(Data for processing Opens)
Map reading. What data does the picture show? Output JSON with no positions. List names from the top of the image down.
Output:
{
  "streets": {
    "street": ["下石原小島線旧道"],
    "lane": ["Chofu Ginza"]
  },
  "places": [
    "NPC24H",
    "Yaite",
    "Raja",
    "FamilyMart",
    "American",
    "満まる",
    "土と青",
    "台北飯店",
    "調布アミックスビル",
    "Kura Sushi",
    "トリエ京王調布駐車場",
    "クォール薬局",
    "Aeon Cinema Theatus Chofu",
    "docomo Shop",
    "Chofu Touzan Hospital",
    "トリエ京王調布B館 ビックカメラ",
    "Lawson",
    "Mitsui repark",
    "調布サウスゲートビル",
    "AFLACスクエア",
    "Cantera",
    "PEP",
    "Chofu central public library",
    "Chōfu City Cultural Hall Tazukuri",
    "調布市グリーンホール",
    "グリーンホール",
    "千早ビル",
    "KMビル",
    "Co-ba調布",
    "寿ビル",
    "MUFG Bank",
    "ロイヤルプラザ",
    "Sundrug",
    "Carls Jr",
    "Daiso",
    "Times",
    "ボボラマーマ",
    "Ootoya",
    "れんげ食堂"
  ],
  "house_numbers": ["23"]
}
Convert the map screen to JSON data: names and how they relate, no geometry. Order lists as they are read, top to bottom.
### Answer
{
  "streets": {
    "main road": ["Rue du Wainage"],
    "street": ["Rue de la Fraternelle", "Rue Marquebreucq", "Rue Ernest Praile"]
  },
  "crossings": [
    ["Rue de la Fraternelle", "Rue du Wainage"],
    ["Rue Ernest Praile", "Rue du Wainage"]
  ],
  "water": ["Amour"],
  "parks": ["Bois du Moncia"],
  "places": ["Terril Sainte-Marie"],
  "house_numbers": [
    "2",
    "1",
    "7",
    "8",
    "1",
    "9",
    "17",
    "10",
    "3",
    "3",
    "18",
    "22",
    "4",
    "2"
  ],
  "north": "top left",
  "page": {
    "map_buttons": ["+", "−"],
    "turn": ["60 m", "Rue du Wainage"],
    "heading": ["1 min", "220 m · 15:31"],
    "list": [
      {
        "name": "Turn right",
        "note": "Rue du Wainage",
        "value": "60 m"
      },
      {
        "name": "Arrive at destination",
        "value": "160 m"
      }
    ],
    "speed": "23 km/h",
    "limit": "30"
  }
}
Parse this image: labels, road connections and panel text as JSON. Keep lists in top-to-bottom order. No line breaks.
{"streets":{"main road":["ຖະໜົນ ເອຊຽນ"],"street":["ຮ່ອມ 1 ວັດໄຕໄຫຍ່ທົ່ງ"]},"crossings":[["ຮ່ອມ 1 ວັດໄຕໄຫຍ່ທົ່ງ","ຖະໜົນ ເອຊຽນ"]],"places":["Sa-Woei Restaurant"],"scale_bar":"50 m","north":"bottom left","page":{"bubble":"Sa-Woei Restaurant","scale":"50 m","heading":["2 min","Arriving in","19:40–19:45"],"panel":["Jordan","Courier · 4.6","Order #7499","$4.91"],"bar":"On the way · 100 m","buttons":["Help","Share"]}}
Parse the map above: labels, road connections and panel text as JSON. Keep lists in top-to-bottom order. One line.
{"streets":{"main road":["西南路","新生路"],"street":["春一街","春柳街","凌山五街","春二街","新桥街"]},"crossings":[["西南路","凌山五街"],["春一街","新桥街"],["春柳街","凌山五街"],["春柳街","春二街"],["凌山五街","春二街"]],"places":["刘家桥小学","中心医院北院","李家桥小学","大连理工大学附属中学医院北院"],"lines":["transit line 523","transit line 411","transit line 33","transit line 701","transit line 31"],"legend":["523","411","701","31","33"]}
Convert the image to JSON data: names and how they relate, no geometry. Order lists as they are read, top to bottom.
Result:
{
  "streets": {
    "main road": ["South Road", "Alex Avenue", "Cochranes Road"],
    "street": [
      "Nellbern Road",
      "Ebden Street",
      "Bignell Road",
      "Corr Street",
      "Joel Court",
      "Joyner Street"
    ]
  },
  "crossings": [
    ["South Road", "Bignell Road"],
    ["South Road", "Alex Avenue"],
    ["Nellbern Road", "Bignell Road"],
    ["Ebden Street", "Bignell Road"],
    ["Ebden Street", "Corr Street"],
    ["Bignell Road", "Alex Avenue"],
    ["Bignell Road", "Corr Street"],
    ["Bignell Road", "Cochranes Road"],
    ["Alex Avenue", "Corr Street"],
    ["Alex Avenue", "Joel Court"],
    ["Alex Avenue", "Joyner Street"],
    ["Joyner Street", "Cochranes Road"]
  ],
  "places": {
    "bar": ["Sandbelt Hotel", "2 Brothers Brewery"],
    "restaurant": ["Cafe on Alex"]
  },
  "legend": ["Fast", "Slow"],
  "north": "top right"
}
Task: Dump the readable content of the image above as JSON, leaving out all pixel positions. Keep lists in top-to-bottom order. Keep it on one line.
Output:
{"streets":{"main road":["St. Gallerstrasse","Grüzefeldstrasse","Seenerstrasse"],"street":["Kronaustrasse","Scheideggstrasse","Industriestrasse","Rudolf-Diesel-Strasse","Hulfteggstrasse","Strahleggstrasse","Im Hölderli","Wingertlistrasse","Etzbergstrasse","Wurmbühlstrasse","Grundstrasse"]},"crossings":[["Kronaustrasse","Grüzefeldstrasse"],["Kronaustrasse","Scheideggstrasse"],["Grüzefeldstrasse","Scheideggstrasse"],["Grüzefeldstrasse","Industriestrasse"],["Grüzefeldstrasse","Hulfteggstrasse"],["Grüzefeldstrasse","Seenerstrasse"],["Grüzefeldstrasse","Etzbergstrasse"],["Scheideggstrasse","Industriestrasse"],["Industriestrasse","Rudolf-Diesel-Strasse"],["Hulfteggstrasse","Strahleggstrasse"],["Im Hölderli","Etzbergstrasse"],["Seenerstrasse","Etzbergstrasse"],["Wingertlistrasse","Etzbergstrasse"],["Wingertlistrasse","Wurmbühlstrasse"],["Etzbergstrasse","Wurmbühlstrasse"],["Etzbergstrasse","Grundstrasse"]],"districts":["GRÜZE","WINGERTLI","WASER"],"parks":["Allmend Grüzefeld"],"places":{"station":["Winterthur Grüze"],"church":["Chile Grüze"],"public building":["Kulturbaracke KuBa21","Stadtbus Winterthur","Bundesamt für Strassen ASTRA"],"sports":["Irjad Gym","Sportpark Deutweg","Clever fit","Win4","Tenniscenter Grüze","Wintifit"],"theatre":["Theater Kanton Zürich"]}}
(Data for processing Closes)
* **What is being asked**
Copy exactly the lines from the top of the entries through the line with "Convert the map" in it, please, keeping both ends and adding nothing.

* **Your response**
Map reading. What data does the picture show? Output JSON with no positions. List names from the top of the image down.
Output:
{
  "streets": {
    "street": ["下石原小島線旧道"],
    "lane": ["Chofu Ginza"]
  },
  "places": [
    "NPC24H",
    "Yaite",
    "Raja",
    "FamilyMart",
    "American",
    "満まる",
    "土と青",
    "台北飯店",
    "調布アミックスビル",
    "Kura Sushi",
    "トリエ京王調布駐車場",
    "クォール薬局",
    "Aeon Cinema Theatus Chofu",
    "docomo Shop",
    "Chofu Touzan Hospital",
    "トリエ京王調布B館 ビックカメラ",
    "Lawson",
    "Mitsui repark",
    "調布サウスゲートビル",
    "AFLACスクエア",
    "Cantera",
    "PEP",
    "Chofu central public library",
    "Chōfu City Cultural Hall Tazukuri",
    "調布市グリーンホール",
    "グリーンホール",
    "千早ビル",
    "KMビル",
    "Co-ba調布",
    "寿ビル",
    "MUFG Bank",
    "ロイヤルプラザ",
    "Sundrug",
    "Carls Jr",
    "Daiso",
    "Times",
    "ボボラマーマ",
    "Ootoya",
    "れんげ食堂"
  ],
  "house_numbers": ["23"]
}
Convert the map screen to JSON data: names and how they relate, no geometry. Order lists as they are read, top to bottom.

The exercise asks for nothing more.